Problem details.
Please return all lines of the data below containing the string "Myrtle".

====== Exercise materials ======

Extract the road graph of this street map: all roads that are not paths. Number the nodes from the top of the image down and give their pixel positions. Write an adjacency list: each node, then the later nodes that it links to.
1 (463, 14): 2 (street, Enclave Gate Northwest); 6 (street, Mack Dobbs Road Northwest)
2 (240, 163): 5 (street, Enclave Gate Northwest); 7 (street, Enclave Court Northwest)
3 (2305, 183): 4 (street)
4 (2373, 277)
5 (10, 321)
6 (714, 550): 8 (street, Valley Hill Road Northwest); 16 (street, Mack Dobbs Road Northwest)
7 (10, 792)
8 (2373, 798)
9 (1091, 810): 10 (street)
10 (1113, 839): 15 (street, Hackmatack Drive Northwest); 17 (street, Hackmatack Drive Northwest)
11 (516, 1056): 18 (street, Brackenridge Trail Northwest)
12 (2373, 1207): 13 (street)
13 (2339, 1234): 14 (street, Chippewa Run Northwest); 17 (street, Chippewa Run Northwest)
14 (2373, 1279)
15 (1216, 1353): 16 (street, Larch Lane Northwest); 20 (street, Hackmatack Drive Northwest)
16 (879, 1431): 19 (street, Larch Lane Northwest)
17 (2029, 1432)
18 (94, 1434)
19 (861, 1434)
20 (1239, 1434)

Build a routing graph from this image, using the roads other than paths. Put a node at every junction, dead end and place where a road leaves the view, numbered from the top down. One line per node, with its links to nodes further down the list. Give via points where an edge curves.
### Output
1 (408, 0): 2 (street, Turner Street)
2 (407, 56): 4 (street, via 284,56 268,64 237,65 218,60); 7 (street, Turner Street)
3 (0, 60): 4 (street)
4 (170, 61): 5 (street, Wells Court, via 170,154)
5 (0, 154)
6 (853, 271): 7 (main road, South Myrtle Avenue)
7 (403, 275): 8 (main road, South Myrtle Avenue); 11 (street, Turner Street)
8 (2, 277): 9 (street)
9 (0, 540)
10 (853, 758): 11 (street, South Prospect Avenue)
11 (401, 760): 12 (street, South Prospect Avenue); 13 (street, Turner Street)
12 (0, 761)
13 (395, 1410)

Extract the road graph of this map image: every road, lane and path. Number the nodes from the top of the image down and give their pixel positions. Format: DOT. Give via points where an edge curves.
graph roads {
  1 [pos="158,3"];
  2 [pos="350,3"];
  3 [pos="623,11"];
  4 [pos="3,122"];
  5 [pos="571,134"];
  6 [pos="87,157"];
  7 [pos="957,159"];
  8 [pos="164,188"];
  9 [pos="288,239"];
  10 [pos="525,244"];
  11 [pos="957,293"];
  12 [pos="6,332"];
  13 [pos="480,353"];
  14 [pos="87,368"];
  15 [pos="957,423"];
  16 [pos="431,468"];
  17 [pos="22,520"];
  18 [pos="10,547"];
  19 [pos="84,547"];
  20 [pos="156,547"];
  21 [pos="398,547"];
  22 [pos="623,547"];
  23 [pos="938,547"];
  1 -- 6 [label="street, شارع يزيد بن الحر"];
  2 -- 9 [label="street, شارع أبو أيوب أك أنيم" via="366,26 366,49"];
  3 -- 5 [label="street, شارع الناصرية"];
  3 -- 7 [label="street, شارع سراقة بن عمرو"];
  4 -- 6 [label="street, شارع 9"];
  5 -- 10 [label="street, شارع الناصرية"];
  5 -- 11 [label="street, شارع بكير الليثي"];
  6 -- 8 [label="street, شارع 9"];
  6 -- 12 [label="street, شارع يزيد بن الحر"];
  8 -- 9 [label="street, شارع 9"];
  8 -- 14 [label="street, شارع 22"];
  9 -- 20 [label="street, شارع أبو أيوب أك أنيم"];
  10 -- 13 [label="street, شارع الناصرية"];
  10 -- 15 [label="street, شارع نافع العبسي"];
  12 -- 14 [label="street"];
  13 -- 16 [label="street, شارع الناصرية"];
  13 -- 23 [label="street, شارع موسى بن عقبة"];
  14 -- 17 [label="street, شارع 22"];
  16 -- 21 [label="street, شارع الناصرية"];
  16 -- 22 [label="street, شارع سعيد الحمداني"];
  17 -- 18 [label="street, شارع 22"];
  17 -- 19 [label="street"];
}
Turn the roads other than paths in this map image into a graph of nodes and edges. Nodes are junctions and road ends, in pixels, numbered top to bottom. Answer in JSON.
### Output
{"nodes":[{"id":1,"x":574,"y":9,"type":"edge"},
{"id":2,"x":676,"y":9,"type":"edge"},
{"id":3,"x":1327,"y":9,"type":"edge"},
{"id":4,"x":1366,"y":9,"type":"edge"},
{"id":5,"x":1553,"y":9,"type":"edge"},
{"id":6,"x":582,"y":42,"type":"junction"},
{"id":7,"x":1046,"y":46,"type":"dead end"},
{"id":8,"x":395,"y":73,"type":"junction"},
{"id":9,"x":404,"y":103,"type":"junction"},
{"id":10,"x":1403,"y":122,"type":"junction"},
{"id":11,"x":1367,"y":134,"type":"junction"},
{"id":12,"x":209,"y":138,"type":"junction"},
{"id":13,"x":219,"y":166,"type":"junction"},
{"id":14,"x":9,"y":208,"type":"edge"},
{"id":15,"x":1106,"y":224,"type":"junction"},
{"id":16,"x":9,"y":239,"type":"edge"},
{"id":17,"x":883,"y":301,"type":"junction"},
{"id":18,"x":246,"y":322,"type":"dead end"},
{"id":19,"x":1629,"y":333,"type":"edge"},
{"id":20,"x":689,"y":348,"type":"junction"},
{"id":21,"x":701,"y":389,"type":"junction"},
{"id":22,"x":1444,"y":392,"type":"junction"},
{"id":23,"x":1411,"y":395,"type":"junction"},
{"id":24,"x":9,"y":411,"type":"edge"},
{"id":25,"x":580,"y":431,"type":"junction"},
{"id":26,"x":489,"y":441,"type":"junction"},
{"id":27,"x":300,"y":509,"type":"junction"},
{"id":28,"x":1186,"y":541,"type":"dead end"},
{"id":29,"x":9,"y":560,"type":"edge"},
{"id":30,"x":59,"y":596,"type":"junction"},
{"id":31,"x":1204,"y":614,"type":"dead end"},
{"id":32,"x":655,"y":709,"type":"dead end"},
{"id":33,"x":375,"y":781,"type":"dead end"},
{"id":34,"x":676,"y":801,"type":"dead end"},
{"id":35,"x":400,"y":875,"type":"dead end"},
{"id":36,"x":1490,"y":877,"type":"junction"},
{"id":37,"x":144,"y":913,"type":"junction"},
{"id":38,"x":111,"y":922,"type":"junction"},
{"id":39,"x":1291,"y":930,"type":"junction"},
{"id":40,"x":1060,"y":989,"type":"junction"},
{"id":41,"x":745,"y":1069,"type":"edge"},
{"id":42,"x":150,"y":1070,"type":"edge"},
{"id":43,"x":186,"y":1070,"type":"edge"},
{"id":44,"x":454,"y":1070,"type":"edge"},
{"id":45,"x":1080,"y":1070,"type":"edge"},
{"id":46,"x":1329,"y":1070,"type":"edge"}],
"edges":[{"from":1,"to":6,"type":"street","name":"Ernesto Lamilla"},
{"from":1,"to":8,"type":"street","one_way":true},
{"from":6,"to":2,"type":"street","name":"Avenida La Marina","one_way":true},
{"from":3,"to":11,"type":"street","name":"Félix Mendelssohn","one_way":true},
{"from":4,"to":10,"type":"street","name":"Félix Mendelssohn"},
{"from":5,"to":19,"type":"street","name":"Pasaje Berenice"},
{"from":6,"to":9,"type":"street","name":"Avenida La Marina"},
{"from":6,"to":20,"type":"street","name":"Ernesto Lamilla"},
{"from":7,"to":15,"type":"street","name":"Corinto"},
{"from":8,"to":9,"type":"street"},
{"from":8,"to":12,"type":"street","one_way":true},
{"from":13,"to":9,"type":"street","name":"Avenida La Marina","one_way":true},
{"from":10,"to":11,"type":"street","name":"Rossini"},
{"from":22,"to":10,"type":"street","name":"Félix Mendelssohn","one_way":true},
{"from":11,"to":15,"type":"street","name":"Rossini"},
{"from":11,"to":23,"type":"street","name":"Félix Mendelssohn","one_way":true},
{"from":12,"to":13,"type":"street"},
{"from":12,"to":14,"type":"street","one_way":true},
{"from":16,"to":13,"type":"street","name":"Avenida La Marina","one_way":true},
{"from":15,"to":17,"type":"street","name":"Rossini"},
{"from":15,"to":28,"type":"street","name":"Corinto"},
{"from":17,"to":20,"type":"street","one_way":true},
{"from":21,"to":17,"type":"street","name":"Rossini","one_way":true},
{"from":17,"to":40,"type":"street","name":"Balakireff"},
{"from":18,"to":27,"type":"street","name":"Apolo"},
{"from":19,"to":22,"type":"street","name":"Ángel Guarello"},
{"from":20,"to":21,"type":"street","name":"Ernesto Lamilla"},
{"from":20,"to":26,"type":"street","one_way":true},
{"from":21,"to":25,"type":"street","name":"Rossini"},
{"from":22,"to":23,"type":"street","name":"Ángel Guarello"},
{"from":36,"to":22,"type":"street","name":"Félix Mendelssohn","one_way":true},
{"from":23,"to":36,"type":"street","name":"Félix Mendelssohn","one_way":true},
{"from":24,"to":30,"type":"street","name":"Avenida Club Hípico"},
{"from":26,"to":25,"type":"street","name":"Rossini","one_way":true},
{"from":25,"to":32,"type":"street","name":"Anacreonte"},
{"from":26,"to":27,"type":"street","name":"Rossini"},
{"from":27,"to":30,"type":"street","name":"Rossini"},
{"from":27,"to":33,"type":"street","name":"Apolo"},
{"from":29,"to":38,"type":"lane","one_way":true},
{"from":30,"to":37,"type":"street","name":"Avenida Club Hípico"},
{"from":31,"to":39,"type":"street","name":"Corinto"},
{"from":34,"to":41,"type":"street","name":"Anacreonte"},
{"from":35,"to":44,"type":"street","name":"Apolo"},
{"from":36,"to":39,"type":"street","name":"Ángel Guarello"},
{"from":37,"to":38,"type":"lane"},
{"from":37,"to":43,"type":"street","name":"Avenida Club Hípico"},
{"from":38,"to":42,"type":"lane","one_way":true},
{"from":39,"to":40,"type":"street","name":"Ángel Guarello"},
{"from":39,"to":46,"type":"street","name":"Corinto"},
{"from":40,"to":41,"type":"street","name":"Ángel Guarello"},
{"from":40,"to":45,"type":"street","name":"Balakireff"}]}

======

The answer.
6 (853, 271): 7 (main road, South Myrtle Avenue)
7 (403, 275): 8 (main road, South Myrtle Avenue); 11 (street, Turner Street)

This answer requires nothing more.